The U.S. National Science Foundation has funneled $15 million into research projects aimed at organizing massive amounts of digital data, the foundation announced Wednesday (Oct. 3). If successful, the research projects may help scientists learn more from the data they already collect. "There are enormous opportunities to extract knowledge from these large-scale, diverse data sets," Suzi Iacono, a senior adviser at the foundation, said in a statement.
Over the past several years, sensors and other technology have improved to the point that they're collecting more data than traditional computer software is able to process. Space telescopes are now gathering enormous amounts of data, for example, while the U.S. National Institutes of Health manage the complete genetic data of more than 1,700 people. In the future, such information collections could help scientists make better decisions and predictions, Iacono said.
Finding important patterns in large amounts of data often requires new, specialized computer programs, however. In March, the White House announced the U.S. government would invest more than $200 million, across several agencies, into research regarding how to best analyze very large datasets. The $15 million dispensed Wednesday is part of that larger initiative.
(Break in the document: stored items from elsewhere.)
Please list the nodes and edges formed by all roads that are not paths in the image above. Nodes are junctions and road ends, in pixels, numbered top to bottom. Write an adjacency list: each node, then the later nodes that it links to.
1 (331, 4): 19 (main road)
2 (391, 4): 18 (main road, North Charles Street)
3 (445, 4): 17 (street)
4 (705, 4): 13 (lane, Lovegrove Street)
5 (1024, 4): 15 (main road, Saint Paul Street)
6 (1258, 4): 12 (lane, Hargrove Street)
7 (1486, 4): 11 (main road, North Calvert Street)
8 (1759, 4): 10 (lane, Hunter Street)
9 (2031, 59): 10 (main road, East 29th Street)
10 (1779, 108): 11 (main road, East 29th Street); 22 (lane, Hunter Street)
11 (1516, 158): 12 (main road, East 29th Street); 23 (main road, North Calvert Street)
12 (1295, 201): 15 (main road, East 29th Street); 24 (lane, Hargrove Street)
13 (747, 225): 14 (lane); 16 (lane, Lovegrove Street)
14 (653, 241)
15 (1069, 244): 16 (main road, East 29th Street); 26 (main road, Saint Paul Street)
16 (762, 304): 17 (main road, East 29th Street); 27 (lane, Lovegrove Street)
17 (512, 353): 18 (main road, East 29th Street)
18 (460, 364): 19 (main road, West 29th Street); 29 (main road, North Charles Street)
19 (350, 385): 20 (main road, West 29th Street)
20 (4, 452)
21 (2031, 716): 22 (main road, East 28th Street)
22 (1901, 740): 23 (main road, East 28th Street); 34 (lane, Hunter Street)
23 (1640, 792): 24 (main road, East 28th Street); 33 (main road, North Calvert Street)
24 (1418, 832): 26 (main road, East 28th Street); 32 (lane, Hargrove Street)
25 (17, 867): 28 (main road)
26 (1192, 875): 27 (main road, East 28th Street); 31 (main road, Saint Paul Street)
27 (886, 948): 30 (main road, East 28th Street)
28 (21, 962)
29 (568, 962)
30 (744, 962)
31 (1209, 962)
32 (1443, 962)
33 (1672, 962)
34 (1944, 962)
Among the projects getting funded is a system that will constantly gather new data analyze it quickly. Previous systems were either good at quick analysis or getting fresh data, but not both. Researchers aim to make an index that's 200 times faster than current indexes, according to Rutgers University, where one of the project's scientists teaches computer science.
Another project focuses on helping scientists find the exact data they need in a larger set. Computer scientists plan to write a program that makes suggestions by finding patterns and recognizing relationships between the users of one dataset.
A third funds recipient is a system designed to comb through DNA data, looking for trends. The project's engineers want users to be able to enter in the hypothesis they want to test and receive an estimate from the system of how much data they need to analyze for the test to be scientifically sound.